«Lavori a cementificazione zero»

24 Aprile 2022

Padovano rilancia la proposta. L’architetto Catani: nessun impatto sull’erosione

MONTESILVANO. «Da oltre due anni l’architetto Nino Catani sta studiando tutte le sfaccettature ambientali del progetto, la difesa della costa e la valutazione della sua fattibilità». Così il presidente della Confcommercio di Pescara, Riccardo Padovano, replica alle critiche rivolte al progetto di realizzazione del pontile di Fosso Mazzocco da parte di un comitato cittadino presieduto da Giuseppe Di Giampietro e dal presidente di Italia Nostra Pescara, Massimo Palladini, che si dicono preoccupati dell’impatto ambientale che l’opera rischia di avere sulla costa di Montesilvano.
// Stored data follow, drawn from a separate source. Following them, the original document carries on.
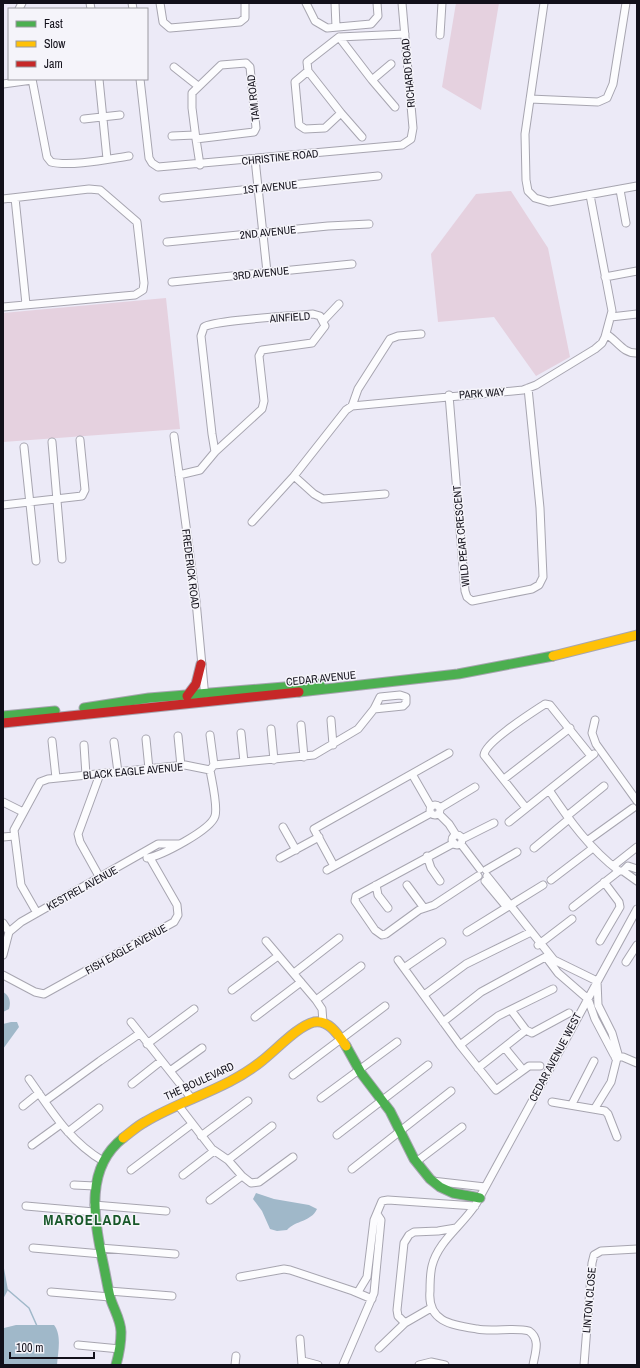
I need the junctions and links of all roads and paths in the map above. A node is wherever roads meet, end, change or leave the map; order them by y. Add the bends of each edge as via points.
1 (160, 3) edge
2 (245, 3) edge
3 (306, 3) edge
4 (335, 3) edge
5 (377, 3) edge
6 (402, 3) edge
7 (442, 3) edge
8 (544, 3) edge
9 (626, 3) edge
10 (336, 27) junction
11 (405, 34) junction
12 (440, 35) dead end
13 (339, 37) junction
14 (391, 64) dead end
15 (174, 66) dead end
16 (307, 67) junction
17 (27, 80) edge
18 (32, 80) edge
19 (99, 80) edge
20 (140, 80) edge
21 (372, 80) junction
22 (3, 84) edge
23 (198, 86) junction
24 (530, 99) junction
25 (395, 107) dead end
26 (341, 113) junction
27 (120, 115) dead end
28 (103, 117) junction
29 (84, 119) dead end
30 (172, 136) dead end
31 (196, 137) junction
32 (362, 137) dead end
33 (408, 141) joint
34 (128, 156) dead end
35 (107, 159) junction
36 (255, 159) junction
37 (200, 165) junction
38 (378, 176) dead end
39 (637, 186) edge
40 (258, 187) junction
41 (620, 190) junction
42 (590, 195) junction
43 (15, 198) junction
44 (163, 198) dead end
45 (3, 199) edge
46 (369, 224) dead end
47 (626, 224) dead end
48 (263, 233) junction
49 (167, 242) dead end
50 (352, 264) dead end
51 (637, 271) edge
52 (268, 272) junction
53 (605, 277) junction
54 (172, 282) dead end
55 (26, 304) junction
56 (339, 304) dead end
57 (3, 307) edge
58 (637, 314) edge
59 (611, 316) junction
60 (323, 320) junction
61 (421, 334) dead end
62 (606, 334) junction
63 (637, 353) edge
64 (528, 388) junction
65 (449, 396) junction
66 (352, 406) junction
67 (174, 436) dead end
68 (80, 440) dead end
69 (52, 442) dead end
70 (24, 447) dead end
71 (215, 452) junction
72 (179, 475) junction
73 (294, 476) junction
74 (385, 494) dead end
75 (58, 500) junction
76 (30, 502) junction
77 (3, 505) edge
78 (252, 522) dead end
79 (62, 559) dead end
80 (36, 561) dead end
81 (637, 631) edge
82 (637, 635) edge
83 (201, 664) junction
84 (187, 696) junction
85 (205, 698) junction
86 (374, 709) dead end
87 (3, 716) edge
88 (331, 720) dead end
89 (595, 720) dead end
90 (3, 723) edge
91 (301, 725) dead end
92 (570, 728) junction
93 (271, 730) dead end
94 (241, 733) dead end
95 (210, 735) dead end
96 (178, 736) dead end
97 (146, 739) dead end
98 (52, 741) dead end
99 (114, 742) dead end
100 (84, 745) dead end
101 (333, 745) junction
102 (449, 753) dead end
103 (304, 757) junction
104 (274, 760) junction
105 (244, 762) junction
106 (181, 766) junction
107 (212, 767) junction
108 (149, 769) junction
109 (118, 772) junction
110 (100, 774) junction
111 (412, 774) junction
112 (86, 775) junction
113 (56, 778) junction
114 (504, 779) junction
115 (475, 786) dead end
116 (604, 786) dead end
117 (550, 790) junction
118 (3, 802) edge
119 (635, 805) edge
120 (526, 808) junction
121 (23, 812) junction
122 (437, 812) junction
123 (568, 817) junction
124 (509, 822) dead end
125 (494, 823) dead end
126 (283, 827) dead end
127 (14, 836) junction
128 (3, 837) edge
129 (319, 837) junction
130 (457, 840) junction
131 (587, 841) junction
132 (179, 844) junction
133 (637, 847) edge
134 (534, 848) dead end
135 (593, 848) junction
136 (296, 850) junction
137 (517, 852) dead end
138 (139, 856) junction
139 (427, 856) junction
140 (150, 858) junction
141 (280, 858) dead end
142 (334, 866) junction
143 (613, 866) junction
144 (327, 870) dead end
145 (637, 870) edge
146 (621, 871) junction
147 (483, 874) junction
148 (100, 878) junction
149 (552, 880) dead end
150 (440, 881) dead end
151 (637, 881) edge
152 (604, 882) junction
153 (376, 884) junction
154 (407, 885) dead end
155 (542, 885) dead end
156 (509, 906) junction
157 (573, 907) dead end
158 (388, 908) dead end
159 (424, 908) junction
160 (637, 909) edge
161 (37, 913) junction
162 (572, 919) dead end
163 (3, 924) edge
164 (9, 932) junction
165 (467, 932) dead end
166 (529, 933) junction
167 (339, 938) dead end
168 (266, 941) dead end
169 (600, 941) dead end
170 (442, 942) dead end
171 (540, 944) junction
172 (637, 945) edge
173 (3, 955) edge
174 (278, 956) junction
175 (548, 956) junction
176 (398, 960) dead end
177 (626, 962) dead end
178 (360, 966) dead end
179 (404, 968) junction
180 (294, 973) junction
181 (3, 974) edge
182 (596, 981) junction
183 (301, 982) junction
184 (553, 989) dead end
185 (232, 990) dead end
186 (424, 995) junction
187 (588, 999) junction
188 (316, 1000) junction
189 (385, 1006) dead end
190 (194, 1009) dead end
191 (511, 1010) junction
192 (600, 1010) junction
193 (569, 1013) dead end
194 (593, 1014) junction
195 (255, 1017) dead end
196 (131, 1022) dead end
197 (323, 1022) junction
198 (443, 1022) junction
199 (526, 1030) junction
200 (140, 1034) junction
201 (610, 1038) junction
202 (340, 1039) junction
203 (397, 1042) dead end
204 (147, 1044) junction
205 (460, 1045) junction
206 (202, 1048) dead end
207 (505, 1048) junction
208 (617, 1058) junction
209 (161, 1061) junction
210 (594, 1061) dead end
211 (637, 1063) edge
212 (428, 1064) dead end
213 (540, 1066) dead end
214 (478, 1068) junction
215 (358, 1069) junction
216 (523, 1070) junction
217 (170, 1071) junction
218 (292, 1075) dead end
219 (29, 1079) dead end
220 (132, 1084) dead end
221 (451, 1091) dead end
222 (39, 1093) junction
223 (321, 1098) dead end
224 (192, 1099) junction
225 (248, 1100) dead end
226 (383, 1100) junction
227 (45, 1101) junction
228 (552, 1102) dead end
229 (572, 1104) junction
230 (178, 1105) junction
231 (23, 1106) dead end
232 (99, 1108) dead end
233 (595, 1108) junction
234 (61, 1124) junction
235 (192, 1124) junction
236 (272, 1126) dead end
237 (462, 1127) dead end
238 (68, 1132) junction
239 (400, 1132) junction
240 (337, 1135) dead end
241 (201, 1136) junction
242 (617, 1136) dead end
243 (32, 1145) dead end
244 (214, 1151) junction
245 (293, 1157) dead end
246 (228, 1160) junction
247 (103, 1161) junction
248 (416, 1162) junction
249 (352, 1169) dead end
250 (131, 1170) dead end
251 (183, 1175) dead end
252 (242, 1176) junction
253 (431, 1181) junction
254 (74, 1185) dead end
255 (95, 1186) junction
256 (485, 1188) junction
257 (480, 1198) junction
258 (210, 1200) dead end
259 (26, 1206) dead end
260 (475, 1206) junction
261 (94, 1208) junction
262 (166, 1211) dead end
263 (378, 1214) junction
264 (456, 1228) junction
265 (33, 1248) dead end
266 (637, 1249) edge
267 (101, 1251) junction
268 (175, 1254) dead end
269 (240, 1277) dead end
270 (367, 1277) junction
271 (376, 1280) junction
272 (51, 1292) dead end
273 (358, 1292) junction
274 (110, 1294) junction
275 (172, 1296) dead end
276 (372, 1299) junction
277 (430, 1308) junction
278 (405, 1323) junction
279 (300, 1339) dead end
280 (78, 1345) dead end
281 (380, 1348) dead end
282 (120, 1349) junction
283 (236, 1356) dead end
284 (302, 1363) edge
285 (116, 1365) edge
286 (235, 1365) edge
287 (318, 1365) edge
288 (343, 1365) edge
289 (419, 1365) edge
290 (445, 1365) edge
291 (533, 1365) edge
292 (584, 1365) edge

1 - 2 street via 163,22 170,28 240,22 245,18
3 - 10 street via 317,23 327,28
4 - 10 street
5 - 10 street via 378,16 371,24
6 - 11 street, RICHARD ROAD
7 - 12 street
8 - 24 street
9 - 24 street via 613,84 607,98 598,102
11 - 13 street
11 - 33 street, RICHARD ROAD via 413,128
13 - 16 street via 310,58
13 - 21 street
14 - 21 street
15 - 23 street
16 - 26 street
16 - 26 street via 295,82 299,125 305,129 325,128
17 - 22 street
18 - 35 street via 49,161 59,164
19 - 28 street
20 - 37 street, CHRISTINE ROAD via 147,145 152,163 161,168
21 - 25 street
23 - 31 street, TAM ROAD via 191,96
23 - 31 street, TAM ROAD via 221,65 246,62 250,67 256,128 252,133
24 - 42 street via 525,134 528,191 535,198 549,202
26 - 32 street
27 - 28 street
28 - 29 street
28 - 35 street
30 - 31 street, TAM ROAD
31 - 37 street, TAM ROAD
33 - 36 street, CHRISTINE ROAD via 396,145
34 - 35 street
36 - 37 street, CHRISTINE ROAD
36 - 40 street
38 - 40 street, 1ST AVENUE
39 - 41 street
40 - 44 street, 1ST AVENUE
40 - 48 street
41 - 42 street
41 - 47 street
42 - 53 street, PARK WAY
43 - 45 street
43 - 55 street
43 - 55 street via 89,189 100,190 137,222 143,269 144,287 139,294
46 - 48 street, 2ND AVENUE
48 - 49 street, 2ND AVENUE
48 - 52 street
50 - 52 street, 3RD AVENUE
51 - 53 street
52 - 54 street, 3RD AVENUE
53 - 59 street, PARK WAY
55 - 57 street
56 - 60 street
58 - 59 street
59 - 62 street, PARK WAY
60 - 71 street, AINFIELD via 323,330 312,343 262,350 259,356 263,408
60 - 71 street, AINFIELD via 313,314 214,323 204,327 201,336
61 - 66 street via 390,339 358,390
62 - 63 street via 626,351
62 - 64 street, PARK WAY via 602,343 595,349
64 - 65 street, PARK WAY
64 - 65 street, WILD PEAR CRESCENT via 539,510 542,581 532,589 472,601 468,599 465,591
65 - 66 street, PARK WAY
66 - 73 street via 346,410
67 - 72 street, FREDERICK ROAD
68 - 75 street via 85,490 78,498
69 - 75 street
70 - 76 street
71 - 72 street, AINFIELD via 200,470
72 - 83 street, FREDERICK ROAD via 196,601
73 - 74 street via 323,499
73 - 78 street
75 - 76 street
75 - 79 street
76 - 77 street
76 - 80 street
81 - 85 main road, CEDAR AVENUE via 558,651 452,671 390,680 304,685
82 - 85 main road, CEDAR AVENUE via 557,655 458,674
83 - 84 main road via 196,684
83 - 85 street, FREDERICK ROAD
84 - 85 main road, CEDAR AVENUE
84 - 87 main road, CEDAR AVENUE via 149,698 86,708
85 - 90 main road, CEDAR AVENUE
86 - 101 street, BLACK EAGLE AVENUE via 358,729
88 - 101 street
89 - 119 street via 592,733 596,744
91 - 103 street
92 - 114 street
92 - 114 street via 552,707 545,704 506,732 484,751 484,755
92 - 117 street via 592,755
93 - 104 street
94 - 105 street
95 - 107 street
96 - 106 street
97 - 108 street
98 - 113 street
99 - 109 street
100 - 112 street
101 - 103 street, BLACK EAGLE AVENUE
102 - 111 street
103 - 104 street, BLACK EAGLE AVENUE
104 - 105 street, BLACK EAGLE AVENUE
105 - 107 street, BLACK EAGLE AVENUE
106 - 107 street, BLACK EAGLE AVENUE
106 - 108 street, BLACK EAGLE AVENUE
107 - 132 street via 214,819 207,828
108 - 109 street, BLACK EAGLE AVENUE
109 - 110 street, BLACK EAGLE AVENUE
110 - 112 street, BLACK EAGLE AVENUE
110 - 148 street via 78,834
111 - 122 street
111 - 129 street via 314,829
112 - 113 street, BLACK EAGLE AVENUE
113 - 121 street, BLACK EAGLE AVENUE via 39,783
114 - 120 street
115 - 122 street
116 - 123 street
117 - 120 street
117 - 123 street
118 - 121 street
119 - 131 street
120 - 124 street
121 - 127 street, BLACK EAGLE AVENUE via 15,826
122 - 130 street
122 - 142 street
123 - 131 street
123 - 134 street
125 - 130 street
126 - 136 street
127 - 128 street
127 - 161 street, BLACK EAGLE AVENUE via 21,885
129 - 136 street
129 - 142 street
130 - 139 street
130 - 147 street
131 - 135 street
132 - 138 street, KESTREL AVENUE via 160,843
132 - 140 street
133 - 143 street
135 - 143 street
135 - 149 street
136 - 141 street
137 - 147 street
138 - 140 street
138 - 148 street, KESTREL AVENUE
139 - 150 street
139 - 153 street
140 - 181 street, FISH EAGLE AVENUE via 177,906 178,915 174,922 47,993 35,992
142 - 144 street
143 - 146 street
145 - 146 street via 628,866
146 - 151 street
146 - 152 street
147 - 156 street
147 - 159 street via 434,905
148 - 161 street, KESTREL AVENUE
152 - 157 street
152 - 169 street via 620,907
153 - 158 street via 378,895
153 - 159 street via 356,896 355,901 378,933 386,934
154 - 159 street
155 - 156 street
156 - 165 street
156 - 166 street
156 - 171 street
160 - 182 street, CEDAR AVENUE WEST
161 - 164 street, KESTREL AVENUE
162 - 171 street
163 - 164 street
164 - 173 street
166 - 171 street
166 - 186 street via 466,964
167 - 180 street
168 - 174 street
170 - 179 street
171 - 175 street
172 - 177 street
174 - 180 street
174 - 185 street
175 - 182 street
175 - 187 street via 554,968
175 - 198 street via 486,989
176 - 179 street
178 - 188 street
179 - 186 street
180 - 183 street
182 - 187 street, CEDAR AVENUE WEST
182 - 192 street
183 - 188 street
183 - 195 street
184 - 191 street
186 - 198 street
187 - 194 street
187 - 256 street, CEDAR AVENUE WEST
188 - 197 street via 322,1009
189 - 202 street
190 - 204 street
191 - 199 street
191 - 205 street via 498,1016
192 - 194 street
192 - 201 street
193 - 199 street via 535,1032
194 - 201 street
196 - 200 street
197 - 202 main road
197 - 224 main road, THE BOULEVARD via 305,1026 244,1073
198 - 205 street
199 - 207 street
200 - 204 street
200 - 227 street
201 - 208 street
202 - 215 main road
202 - 218 street
203 - 215 street
204 - 209 street
205 - 214 street
206 - 217 street
207 - 214 street
207 - 216 street
208 - 211 street
208 - 233 street via 609,1087
209 - 217 street
209 - 220 street
210 - 229 street
212 - 226 street
213 - 216 street
214 - 216 street via 496,1090
215 - 223 street
215 - 226 main road
217 - 224 street
219 - 222 street
221 - 239 street
222 - 227 street
222 - 231 street
224 - 230 main road, THE BOULEVARD
225 - 241 street
226 - 239 main road
226 - 240 street
227 - 234 street
228 - 229 street
229 - 233 street
230 - 235 street
230 - 247 main road, THE BOULEVARD via 136,1128 117,1143
232 - 238 street
233 - 242 street via 607,1112
234 - 238 street
234 - 243 street
235 - 241 street
235 - 250 street
236 - 246 street
237 - 248 street
238 - 247 street via 84,1148
239 - 248 main road
239 - 249 street
241 - 244 street
244 - 246 street
244 - 251 street
245 - 252 street via 255,1184
246 - 252 street
247 - 255 main road, THE BOULEVARD
248 - 253 main road
252 - 258 street
253 - 256 street
253 - 257 main road via 454,1194
254 - 255 street
255 - 261 main road, THE BOULEVARD
256 - 257 street, CEDAR AVENUE WEST
257 - 260 street, CEDAR AVENUE WEST
259 - 261 street
260 - 263 street via 388,1200 380,1203
260 - 264 street, CEDAR AVENUE WEST
261 - 262 street
261 - 267 main road, THE BOULEVARD
263 - 270 street via 374,1220
263 - 271 street via 381,1220
264 - 277 street via 432,1265
264 - 278 street via 414,1232 405,1239 397,1310 398,1316
265 - 267 street
266 - 292 street, LINTON CLOSE via 601,1251 594,1255
267 - 268 street
267 - 274 main road, THE BOULEVARD
269 - 273 street via 287,1269
270 - 271 street
270 - 273 street
271 - 276 street
272 - 274 street
273 - 276 street
274 - 275 street
274 - 282 main road, THE BOULEVARD via 121,1330
276 - 288 street
277 - 278 street
277 - 291 street via 440,1318 452,1324 495,1331 529,1331 536,1342
278 - 281 street
279 - 284 street
280 - 282 street
282 - 285 main road, THE BOULEVARD
283 - 286 street
284 - 287 street
289 - 290 street via 431,1362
Nei giorni scorsi, infatti, Di Giampietro ha parlato di «ecomostro» mentre Palladini, riferendosi all’opera, l’ha definita «un pontile di cemento lunghissimo, con forme pensanti, con tre villotte che chiamano trabocchi». Commenti e accuse davanti ai quali Confcommercio e il progettista dell’opera non sono rimasti in silenzio: «Questo progetto mette mano ai problemi di Fosso Mazzocco che risalgono a oltre trent’anni», ricorda Padovano, garantendo che la proposta della cooperativa Balnearia, che finora ha riscontrato l’interesse di tutte le istituzioni coinvolte a vario titolo, è stata redatta rispettando le normative del piano demaniale marittimo e del piano della difesa della costa e che, prima della sua realizzazione, sarà chiaramente sottoposta a tutte autorizzazioni necessarie. «Cementificazione zero», aggiunge il presidente di Confcommercio, tra i principali sostenitori dell’opera, «per cui chi critica lo fa in maniera pretestuosa senza sapere o conoscere».
A replicare a chi si dice contrario al progetto del pontile sul tratto di costa di Santa Filomena è lo stesso architetto Catani che chiarisce alcuni aspetti dell’opera. «Il pennello non avrà alcun impatto negativo e/o erosivo sulle spiagge, come risulta dalle indagini meteo marine», spiega. «Diversamente da quanto asserito, poi, il pontile è stato progettato, e sarà realizzato, interamente in legno, con tecnologie di avanguardia». Sempre dal punto di vista dell’impatto ambientale, Catani ricorda che saranno posizionati scogli bucati, per la riproduzione della fauna ittica stanziale, così come i tre casotti di legno saranno realizzati con forme semplici, di piccole dimensioni e completamente ecosostenibili poiché recupereranno l’energia eolica, solare e del moto ondoso. (a.l.)